Chinesische Astronomen beobachteten im Jahr 185 vor Christus eine Supernova: die Explosion des Sterns RCW 86. Dank einer Kooperation des NASA-Röntgenobservatoriums Chandra und des Very Large Telescope der Europäischen Südsternwarte ESO haben Astronomen jetzt einen neuen und einzigartigen Blick auf dieses Supernovarelikt geworfen.
Lange Zeit schon vermuteten Astronomen, dass die sich ausdehnenden, in der Supernova abgestoßenen Hüllen sterbender Sterne eine Schlüsselrolle für die Beschleunigung der kosmischen Strahlung spielen. Diese besteht vorwiegend aus Protonen, die sich nahezu mit Lichtgeschwindigkeit bewegen. Doch erst jetzt, mit den neuen Daten zu RCW 86, konnten die Forscher ein Supernovarelikt auf frischer Tat ertappen.

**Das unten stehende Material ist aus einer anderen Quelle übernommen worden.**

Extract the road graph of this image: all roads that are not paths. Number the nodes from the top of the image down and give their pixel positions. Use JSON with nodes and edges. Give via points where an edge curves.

Die Beobachtungen enthüllten erstmals, dass die noch heute sichtbare Schockwelle der lange vergangenen Explosion sich mit der Geschwindigkeit von einem bis drei Prozent der Lichtgeschwindigkeit ausdehnt. Die Temperatur dieser Gasfilamente dagegen war sehr viel geringer als erwartet: „Nur“ 30 Millionen Grad gegenüber dem „Normalwert“ von mindestens einer halben Milliarde.

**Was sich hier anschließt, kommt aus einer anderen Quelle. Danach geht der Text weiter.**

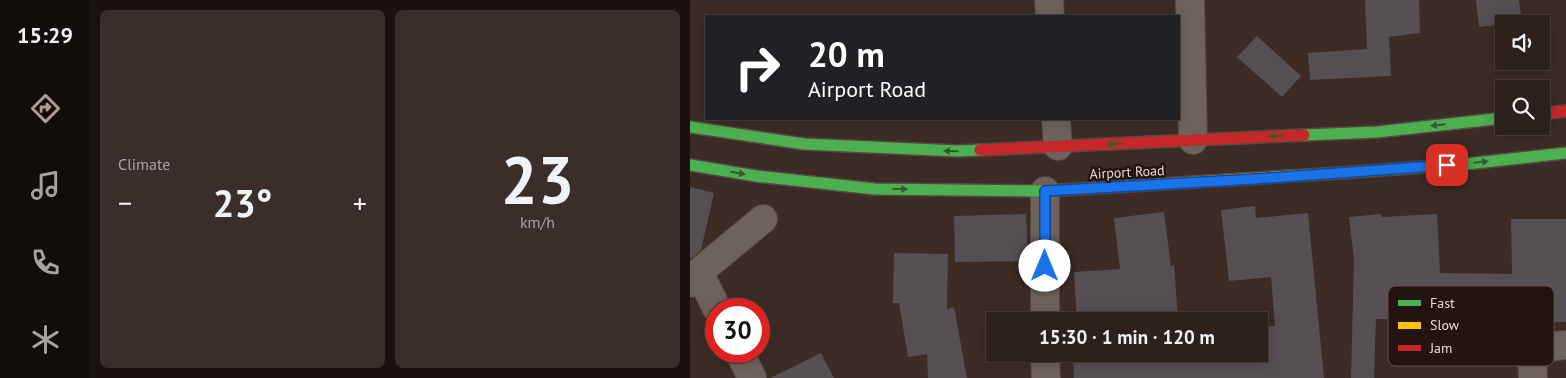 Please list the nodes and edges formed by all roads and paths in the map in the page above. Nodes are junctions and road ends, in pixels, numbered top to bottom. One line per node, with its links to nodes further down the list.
1 (1049, 0): 3 (street)
2 (1190, 0): 9 (street)
3 (1050, 15)
4 (1566, 111): 5 (main road)
5 (1550, 113)
6 (1495, 119): 9 (main road, Airport Road, one-way to 9)
7 (1056, 120): 10 (street)
8 (690, 127): 10 (main road, Airport Road, one-way to 8)
9 (1193, 140): 10 (main road, Airport Road, one-way to 10)
10 (1058, 146)
11 (1566, 153): 14 (main road, Airport Road, one-way to 11)
12 (1254, 163): 14 (main road)
13 (690, 165): 15 (main road, Airport Road, one-way to 15)
14 (1255, 179): 15 (main road, Airport Road)
15 (1045, 191): 19 (street)
16 (763, 219): 17 (street)
17 (694, 278): 18 (street)
18 (709, 298)
19 (1045, 312)
20 (1045, 362): 23 (street)
21 (745, 363): 22 (street)
22 (752, 378)
23 (1046, 378)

Für die Astronomen ist damit klar, dass mindestens ein Teil der Energie, die bei der Explosion des Sterns freigesetzt wurde, nicht in die Schockwelle ging. Stattdessen beschleunigte sie Teilchen auf extrem hohe Geschwindigkeiten – und trug so zur kosmischen Strahlung in unserer Milchstraße bei.